- **Problem**: Exact wording is required: give all the records again, minus the pictures.

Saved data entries

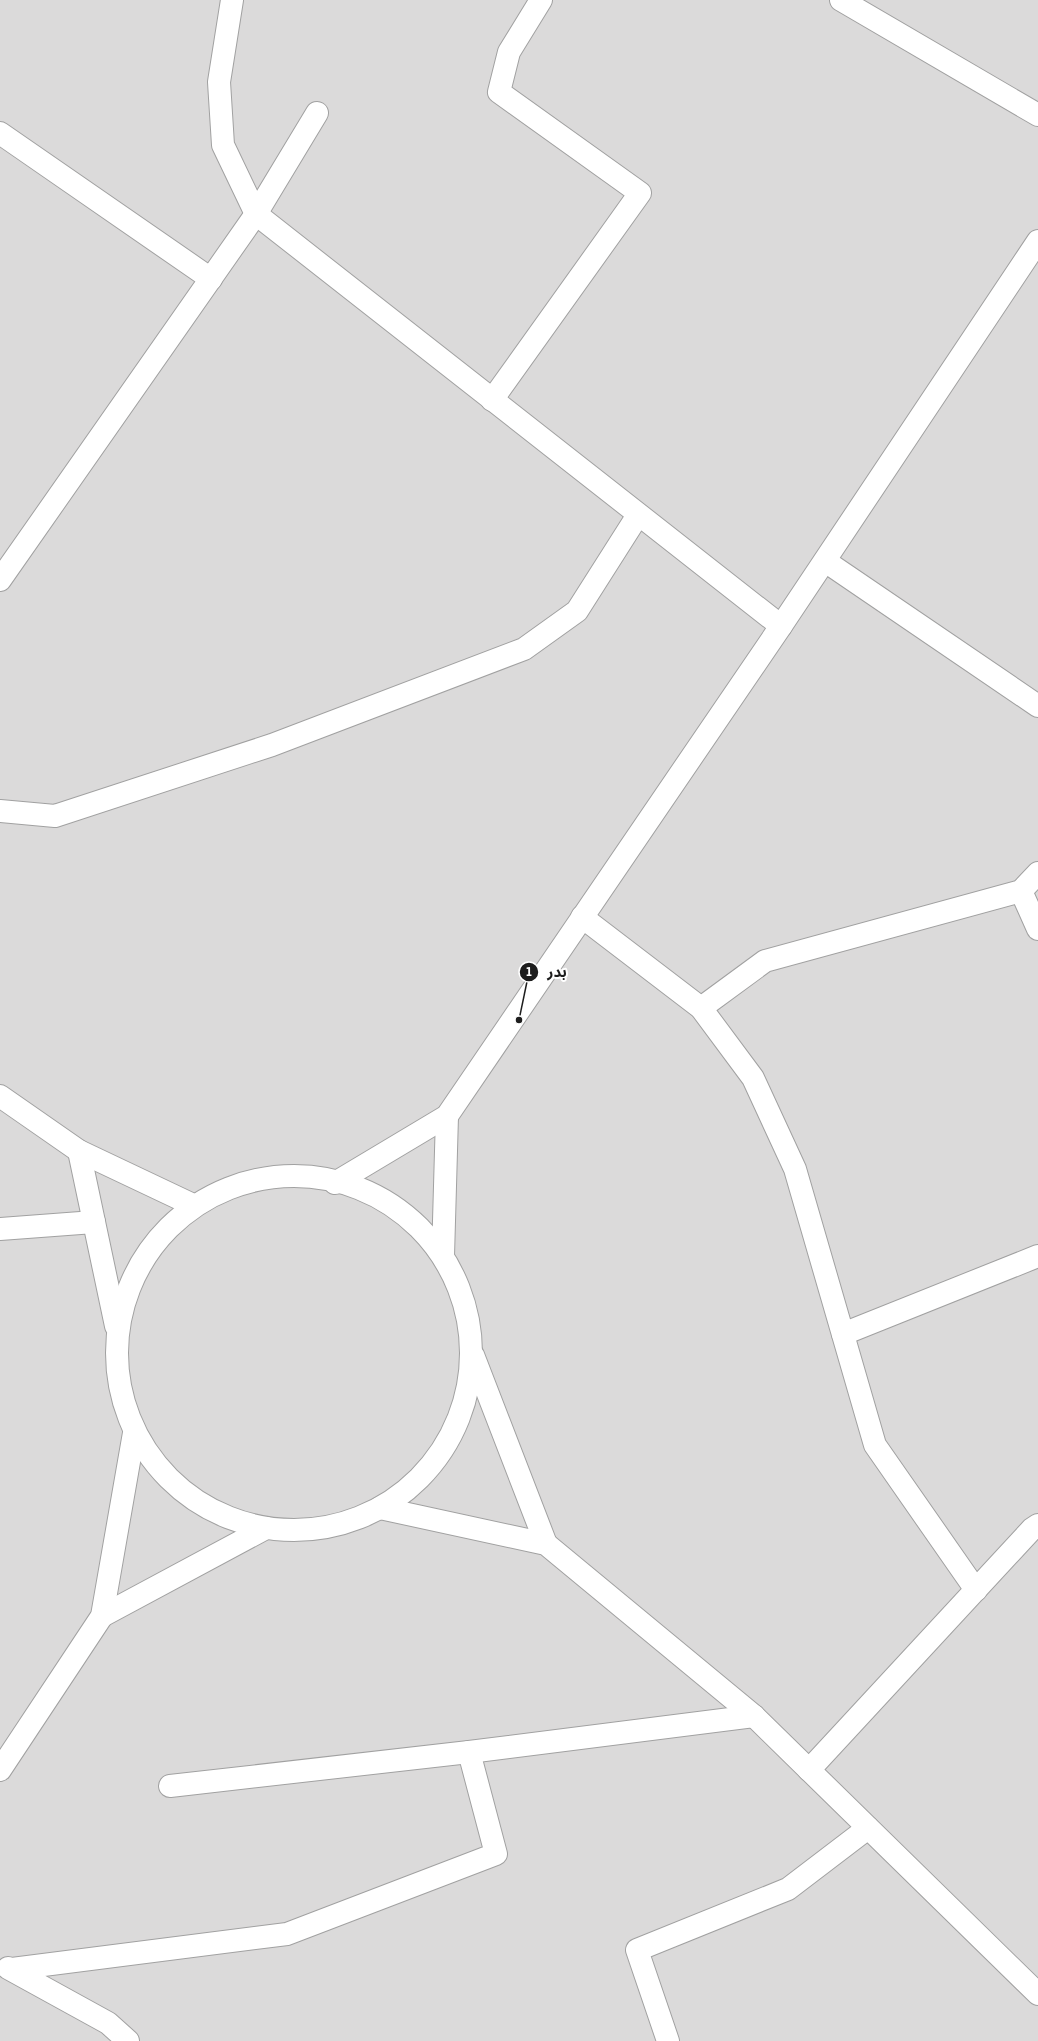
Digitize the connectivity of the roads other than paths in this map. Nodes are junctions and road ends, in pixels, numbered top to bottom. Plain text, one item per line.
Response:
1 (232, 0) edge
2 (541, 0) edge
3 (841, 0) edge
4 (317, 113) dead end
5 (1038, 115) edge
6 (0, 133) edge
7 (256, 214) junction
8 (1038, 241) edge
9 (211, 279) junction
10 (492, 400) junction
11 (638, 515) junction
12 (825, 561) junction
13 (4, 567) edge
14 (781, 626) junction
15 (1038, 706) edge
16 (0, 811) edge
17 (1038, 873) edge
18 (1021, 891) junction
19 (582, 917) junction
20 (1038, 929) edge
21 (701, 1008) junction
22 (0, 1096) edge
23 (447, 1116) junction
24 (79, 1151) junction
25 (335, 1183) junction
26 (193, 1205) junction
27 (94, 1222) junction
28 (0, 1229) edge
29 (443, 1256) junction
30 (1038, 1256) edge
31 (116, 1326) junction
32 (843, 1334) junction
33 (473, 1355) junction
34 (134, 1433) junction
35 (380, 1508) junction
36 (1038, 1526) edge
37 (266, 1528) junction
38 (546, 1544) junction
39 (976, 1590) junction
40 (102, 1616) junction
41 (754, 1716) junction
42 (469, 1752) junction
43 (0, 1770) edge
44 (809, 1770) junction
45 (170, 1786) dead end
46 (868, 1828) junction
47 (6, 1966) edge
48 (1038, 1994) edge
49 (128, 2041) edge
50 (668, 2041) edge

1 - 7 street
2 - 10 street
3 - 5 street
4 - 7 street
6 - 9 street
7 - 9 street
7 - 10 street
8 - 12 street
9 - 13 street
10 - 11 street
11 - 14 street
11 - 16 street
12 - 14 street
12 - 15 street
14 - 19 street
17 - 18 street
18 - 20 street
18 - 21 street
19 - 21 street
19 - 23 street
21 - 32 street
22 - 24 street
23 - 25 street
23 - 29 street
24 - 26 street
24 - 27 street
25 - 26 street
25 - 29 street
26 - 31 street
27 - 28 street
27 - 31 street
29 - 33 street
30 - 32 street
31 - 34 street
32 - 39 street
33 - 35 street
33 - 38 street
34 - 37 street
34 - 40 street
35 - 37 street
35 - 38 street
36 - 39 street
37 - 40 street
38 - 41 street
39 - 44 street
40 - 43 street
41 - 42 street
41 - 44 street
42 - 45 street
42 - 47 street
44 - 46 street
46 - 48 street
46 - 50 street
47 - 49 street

- **Response to this exercise**:
Digitize the connectivity of the roads other than paths in this map. Nodes are junctions and road ends, in pixels, numbered top to bottom. Plain text, one item per line.
Response:
1 (232, 0) edge
2 (541, 0) edge
3 (841, 0) edge
4 (317, 113) dead end
5 (1038, 115) edge
6 (0, 133) edge
7 (256, 214) junction
8 (1038, 241) edge
9 (211, 279) junction
10 (492, 400) junction
11 (638, 515) junction
12 (825, 561) junction
13 (4, 567) edge
14 (781, 626) junction
15 (1038, 706) edge
16 (0, 811) edge
17 (1038, 873) edge
18 (1021, 891) junction
19 (582, 917) junction
20 (1038, 929) edge
21 (701, 1008) junction
22 (0, 1096) edge
23 (447, 1116) junction
24 (79, 1151) junction
25 (335, 1183) junction
26 (193, 1205) junction
27 (94, 1222) junction
28 (0, 1229) edge
29 (443, 1256) junction
30 (1038, 1256) edge
31 (116, 1326) junction
32 (843, 1334) junction
33 (473, 1355) junction
34 (134, 1433) junction
35 (380, 1508) junction
36 (1038, 1526) edge
37 (266, 1528) junction
38 (546, 1544) junction
39 (976, 1590) junction
40 (102, 1616) junction
41 (754, 1716) junction
42 (469, 1752) junction
43 (0, 1770) edge
44 (809, 1770) junction
45 (170, 1786) dead end
46 (868, 1828) junction
47 (6, 1966) edge
48 (1038, 1994) edge
49 (128, 2041) edge
50 (668, 2041) edge

1 - 7 street
2 - 10 street
3 - 5 street
4 - 7 street
6 - 9 street
7 - 9 street
7 - 10 street
8 - 12 street
9 - 13 street
10 - 11 street
11 - 14 street
11 - 16 street
12 - 14 street
12 - 15 street
14 - 19 street
17 - 18 street
18 - 20 street
18 - 21 street
19 - 21 street
19 - 23 street
21 - 32 street
22 - 24 street
23 - 25 street
23 - 29 street
24 - 26 street
24 - 27 street
25 - 26 street
25 - 29 street
26 - 31 street
27 - 28 street
27 - 31 street
29 - 33 street
30 - 32 street
31 - 34 street
32 - 39 street
33 - 35 street
33 - 38 street
34 - 37 street
34 - 40 street
35 - 37 street
35 - 38 street
36 - 39 street
37 - 40 street
38 - 41 street
39 - 44 street
40 - 43 street
41 - 42 street
41 - 44 street
42 - 45 street
42 - 47 street
44 - 46 street
46 - 48 street
46 - 50 street
47 - 49 street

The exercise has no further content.